Much of my work on Hitchcock concerns his 1940 masterpiece (yes, masterpiece) Rebecca — his first American film and the only one he explicitly refers to as “not a Hitchcock picture.” (Hitchcock/Truffaut, 127).
The idea that Rebecca is not a Hitchcock picture is, of course, absurd. So absurd that I am writing my senior thesis, in part, about it.
Though Rebecca is a semi-faithful adaptation of the novel of the same name and was influenced heavily by its producer, David O. Selznick, its bears the imprint of Hitchcock, regardless of whether the director wants to admit it. Truffaut knows this, which brings us to the passage.
F.T. It’s the first one of your pictures that evokes a fairy tale.
A.H. It is. It’s almost a period piece.
F.T. This fablelike quality is of interest because it recurs in several of your works. It is suggested by the emphasis on the keys to the house, by a closet that no one has the right to open, or by a room that is sealed off.

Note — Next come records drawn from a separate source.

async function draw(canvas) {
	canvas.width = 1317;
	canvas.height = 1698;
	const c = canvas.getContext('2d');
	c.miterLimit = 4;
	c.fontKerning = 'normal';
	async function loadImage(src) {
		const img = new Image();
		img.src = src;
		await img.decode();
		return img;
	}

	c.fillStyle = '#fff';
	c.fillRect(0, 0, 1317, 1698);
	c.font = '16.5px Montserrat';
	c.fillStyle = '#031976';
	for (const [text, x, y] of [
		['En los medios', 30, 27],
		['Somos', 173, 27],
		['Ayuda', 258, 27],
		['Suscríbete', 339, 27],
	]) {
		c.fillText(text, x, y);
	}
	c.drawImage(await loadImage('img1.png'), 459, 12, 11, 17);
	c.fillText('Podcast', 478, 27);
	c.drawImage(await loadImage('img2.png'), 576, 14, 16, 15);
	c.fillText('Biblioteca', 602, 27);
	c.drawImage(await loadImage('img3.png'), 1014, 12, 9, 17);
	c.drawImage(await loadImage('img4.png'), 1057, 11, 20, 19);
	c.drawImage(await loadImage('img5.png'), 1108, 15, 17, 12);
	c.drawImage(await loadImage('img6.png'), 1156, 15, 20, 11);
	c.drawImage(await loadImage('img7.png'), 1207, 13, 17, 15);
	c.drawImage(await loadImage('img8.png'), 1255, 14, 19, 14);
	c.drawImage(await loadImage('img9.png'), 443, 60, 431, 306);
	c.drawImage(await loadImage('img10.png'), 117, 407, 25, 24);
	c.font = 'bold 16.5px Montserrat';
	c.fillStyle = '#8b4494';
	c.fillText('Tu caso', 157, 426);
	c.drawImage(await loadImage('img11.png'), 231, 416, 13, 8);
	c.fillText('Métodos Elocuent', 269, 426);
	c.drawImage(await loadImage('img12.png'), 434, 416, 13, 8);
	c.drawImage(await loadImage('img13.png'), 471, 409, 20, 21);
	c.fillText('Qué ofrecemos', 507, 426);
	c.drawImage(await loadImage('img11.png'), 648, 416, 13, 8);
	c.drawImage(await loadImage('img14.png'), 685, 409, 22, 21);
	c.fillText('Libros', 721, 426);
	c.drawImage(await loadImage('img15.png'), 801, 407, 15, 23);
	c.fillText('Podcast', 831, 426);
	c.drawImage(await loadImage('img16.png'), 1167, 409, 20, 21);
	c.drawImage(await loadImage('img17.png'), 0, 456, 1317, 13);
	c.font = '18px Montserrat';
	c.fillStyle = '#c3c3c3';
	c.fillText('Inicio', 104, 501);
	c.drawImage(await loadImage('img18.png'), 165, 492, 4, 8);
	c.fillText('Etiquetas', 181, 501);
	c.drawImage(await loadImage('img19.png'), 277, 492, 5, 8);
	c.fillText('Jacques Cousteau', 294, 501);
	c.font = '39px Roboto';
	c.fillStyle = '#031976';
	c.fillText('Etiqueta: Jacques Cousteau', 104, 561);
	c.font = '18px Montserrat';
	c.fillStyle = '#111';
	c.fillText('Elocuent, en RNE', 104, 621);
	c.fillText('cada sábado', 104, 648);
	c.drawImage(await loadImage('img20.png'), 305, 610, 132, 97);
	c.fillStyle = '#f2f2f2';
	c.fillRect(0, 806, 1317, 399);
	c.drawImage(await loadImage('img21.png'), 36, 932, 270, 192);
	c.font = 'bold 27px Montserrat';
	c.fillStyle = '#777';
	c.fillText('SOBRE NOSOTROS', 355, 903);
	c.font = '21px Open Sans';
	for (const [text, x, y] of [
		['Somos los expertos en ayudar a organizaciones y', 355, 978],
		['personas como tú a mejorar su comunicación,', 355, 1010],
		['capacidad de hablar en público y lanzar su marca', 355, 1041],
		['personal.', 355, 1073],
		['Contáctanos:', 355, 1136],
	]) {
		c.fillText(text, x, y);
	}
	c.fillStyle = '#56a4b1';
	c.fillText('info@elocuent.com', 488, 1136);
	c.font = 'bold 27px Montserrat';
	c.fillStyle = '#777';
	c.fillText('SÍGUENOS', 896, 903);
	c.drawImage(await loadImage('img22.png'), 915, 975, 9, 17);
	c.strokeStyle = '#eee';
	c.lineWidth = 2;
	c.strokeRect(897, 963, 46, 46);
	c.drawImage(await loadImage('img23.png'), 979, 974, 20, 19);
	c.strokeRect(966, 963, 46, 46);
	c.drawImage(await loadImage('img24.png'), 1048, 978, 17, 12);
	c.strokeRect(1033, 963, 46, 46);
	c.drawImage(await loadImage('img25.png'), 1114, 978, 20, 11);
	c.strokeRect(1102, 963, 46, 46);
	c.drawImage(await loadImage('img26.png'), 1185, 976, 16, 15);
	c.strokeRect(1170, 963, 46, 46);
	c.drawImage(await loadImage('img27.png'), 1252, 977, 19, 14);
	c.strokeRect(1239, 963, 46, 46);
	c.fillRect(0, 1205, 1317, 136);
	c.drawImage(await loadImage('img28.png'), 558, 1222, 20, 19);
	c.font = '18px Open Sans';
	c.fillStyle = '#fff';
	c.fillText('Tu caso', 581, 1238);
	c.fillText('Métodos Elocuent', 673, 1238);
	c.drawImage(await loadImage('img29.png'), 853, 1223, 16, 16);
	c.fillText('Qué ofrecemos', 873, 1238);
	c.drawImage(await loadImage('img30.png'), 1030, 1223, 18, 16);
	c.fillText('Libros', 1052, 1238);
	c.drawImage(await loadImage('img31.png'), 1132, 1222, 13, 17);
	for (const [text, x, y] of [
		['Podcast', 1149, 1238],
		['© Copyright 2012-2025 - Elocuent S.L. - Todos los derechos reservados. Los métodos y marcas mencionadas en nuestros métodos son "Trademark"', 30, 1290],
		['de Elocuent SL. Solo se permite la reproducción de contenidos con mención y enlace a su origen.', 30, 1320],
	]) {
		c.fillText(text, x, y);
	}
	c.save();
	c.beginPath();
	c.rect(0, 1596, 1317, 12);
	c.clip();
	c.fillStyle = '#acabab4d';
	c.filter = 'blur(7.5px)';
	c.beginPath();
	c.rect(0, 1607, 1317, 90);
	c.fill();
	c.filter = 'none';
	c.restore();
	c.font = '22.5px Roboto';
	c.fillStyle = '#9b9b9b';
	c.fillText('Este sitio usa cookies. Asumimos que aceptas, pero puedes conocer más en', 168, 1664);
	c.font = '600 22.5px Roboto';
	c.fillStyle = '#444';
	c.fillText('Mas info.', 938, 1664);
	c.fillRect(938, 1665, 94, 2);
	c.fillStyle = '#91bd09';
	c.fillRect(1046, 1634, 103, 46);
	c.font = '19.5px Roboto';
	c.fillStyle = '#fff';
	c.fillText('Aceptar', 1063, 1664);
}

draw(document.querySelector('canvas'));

A.H. Yes, we were aware of that aspect in Rebecca. It’s quite true that children’s fairy tales are often terrifying. Take the Grimms’ “Hansel and Gretel,” for instance, in which two children shove an old lady into an over. It’s quite true that children’s fairy tales are often terrifying. But I’m not aware of any of my other pictures resembling a fairy tale.